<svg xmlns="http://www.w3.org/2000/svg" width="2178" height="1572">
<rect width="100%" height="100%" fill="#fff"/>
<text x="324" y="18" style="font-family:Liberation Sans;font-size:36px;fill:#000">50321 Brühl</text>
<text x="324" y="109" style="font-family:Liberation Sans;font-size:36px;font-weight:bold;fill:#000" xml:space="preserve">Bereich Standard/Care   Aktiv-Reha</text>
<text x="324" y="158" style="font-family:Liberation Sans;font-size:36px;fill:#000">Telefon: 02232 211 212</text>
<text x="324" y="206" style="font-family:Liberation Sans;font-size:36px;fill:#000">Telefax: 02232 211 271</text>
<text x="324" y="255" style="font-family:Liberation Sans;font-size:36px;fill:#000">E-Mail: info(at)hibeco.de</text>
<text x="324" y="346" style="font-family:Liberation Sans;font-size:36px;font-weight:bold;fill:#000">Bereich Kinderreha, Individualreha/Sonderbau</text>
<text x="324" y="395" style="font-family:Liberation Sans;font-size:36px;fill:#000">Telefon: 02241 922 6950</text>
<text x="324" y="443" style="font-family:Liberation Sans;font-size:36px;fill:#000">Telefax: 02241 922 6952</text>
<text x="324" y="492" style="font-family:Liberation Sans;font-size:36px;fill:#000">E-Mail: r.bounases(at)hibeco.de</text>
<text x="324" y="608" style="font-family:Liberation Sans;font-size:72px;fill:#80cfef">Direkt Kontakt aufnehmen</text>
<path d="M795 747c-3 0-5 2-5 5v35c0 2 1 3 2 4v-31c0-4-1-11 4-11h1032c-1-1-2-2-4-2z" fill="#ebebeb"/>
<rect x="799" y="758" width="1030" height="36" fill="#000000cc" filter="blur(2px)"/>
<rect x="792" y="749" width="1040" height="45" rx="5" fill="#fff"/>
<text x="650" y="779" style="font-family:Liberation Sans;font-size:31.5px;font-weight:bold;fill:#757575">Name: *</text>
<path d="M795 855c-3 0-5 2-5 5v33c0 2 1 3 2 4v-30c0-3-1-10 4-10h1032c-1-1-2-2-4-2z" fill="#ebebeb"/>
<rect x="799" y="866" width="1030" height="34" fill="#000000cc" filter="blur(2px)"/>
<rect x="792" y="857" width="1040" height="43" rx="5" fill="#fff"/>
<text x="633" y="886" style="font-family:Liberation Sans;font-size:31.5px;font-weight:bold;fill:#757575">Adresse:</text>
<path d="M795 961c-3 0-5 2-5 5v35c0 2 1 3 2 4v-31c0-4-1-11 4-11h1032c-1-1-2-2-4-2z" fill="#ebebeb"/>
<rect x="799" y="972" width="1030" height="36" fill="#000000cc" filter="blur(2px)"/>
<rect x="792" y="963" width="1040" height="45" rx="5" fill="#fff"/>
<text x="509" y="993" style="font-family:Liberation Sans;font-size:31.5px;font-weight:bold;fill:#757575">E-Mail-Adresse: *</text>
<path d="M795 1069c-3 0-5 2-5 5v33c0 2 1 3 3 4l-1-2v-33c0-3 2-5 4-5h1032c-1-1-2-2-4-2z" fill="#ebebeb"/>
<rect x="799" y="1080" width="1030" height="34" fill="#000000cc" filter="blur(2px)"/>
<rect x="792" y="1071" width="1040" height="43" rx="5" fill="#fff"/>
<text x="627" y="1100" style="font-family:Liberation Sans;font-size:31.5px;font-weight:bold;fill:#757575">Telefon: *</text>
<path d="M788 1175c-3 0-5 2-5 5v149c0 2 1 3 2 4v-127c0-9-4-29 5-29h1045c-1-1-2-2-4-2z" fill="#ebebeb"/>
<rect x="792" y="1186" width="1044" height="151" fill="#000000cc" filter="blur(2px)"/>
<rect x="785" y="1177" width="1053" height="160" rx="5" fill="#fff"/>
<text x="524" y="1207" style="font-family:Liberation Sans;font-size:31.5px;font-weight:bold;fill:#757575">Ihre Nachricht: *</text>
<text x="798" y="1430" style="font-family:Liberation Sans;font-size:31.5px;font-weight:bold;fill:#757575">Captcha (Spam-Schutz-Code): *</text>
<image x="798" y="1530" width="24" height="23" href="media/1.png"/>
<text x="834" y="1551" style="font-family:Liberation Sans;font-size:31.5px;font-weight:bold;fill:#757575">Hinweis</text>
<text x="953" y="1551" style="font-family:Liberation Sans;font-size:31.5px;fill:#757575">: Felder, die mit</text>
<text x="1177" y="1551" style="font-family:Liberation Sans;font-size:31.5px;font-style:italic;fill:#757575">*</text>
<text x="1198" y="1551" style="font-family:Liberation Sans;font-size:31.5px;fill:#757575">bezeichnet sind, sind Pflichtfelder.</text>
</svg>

▸ PROMPT: Could you return, word for word, only the lines running from the first line of the material above to the line that contains "02241 922 6950</text>", inclusive?

▸ WRITTEN REPLY:
<svg xmlns="http://www.w3.org/2000/svg" width="2178" height="1572">
<rect width="100%" height="100%" fill="#fff"/>
<text x="324" y="18" style="font-family:Liberation Sans;font-size:36px;fill:#000">50321 Brühl</text>
<text x="324" y="109" style="font-family:Liberation Sans;font-size:36px;font-weight:bold;fill:#000" xml:space="preserve">Bereich Standard/Care   Aktiv-Reha</text>
<text x="324" y="158" style="font-family:Liberation Sans;font-size:36px;fill:#000">Telefon: 02232 211 212</text>
<text x="324" y="206" style="font-family:Liberation Sans;font-size:36px;fill:#000">Telefax: 02232 211 271</text>
<text x="324" y="255" style="font-family:Liberation Sans;font-size:36px;fill:#000">E-Mail: info(at)hibeco.de</text>
<text x="324" y="346" style="font-family:Liberation Sans;font-size:36px;font-weight:bold;fill:#000">Bereich Kinderreha, Individualreha/Sonderbau</text>
<text x="324" y="395" style="font-family:Liberation Sans;font-size:36px;fill:#000">Telefon: 02241 922 6950</text>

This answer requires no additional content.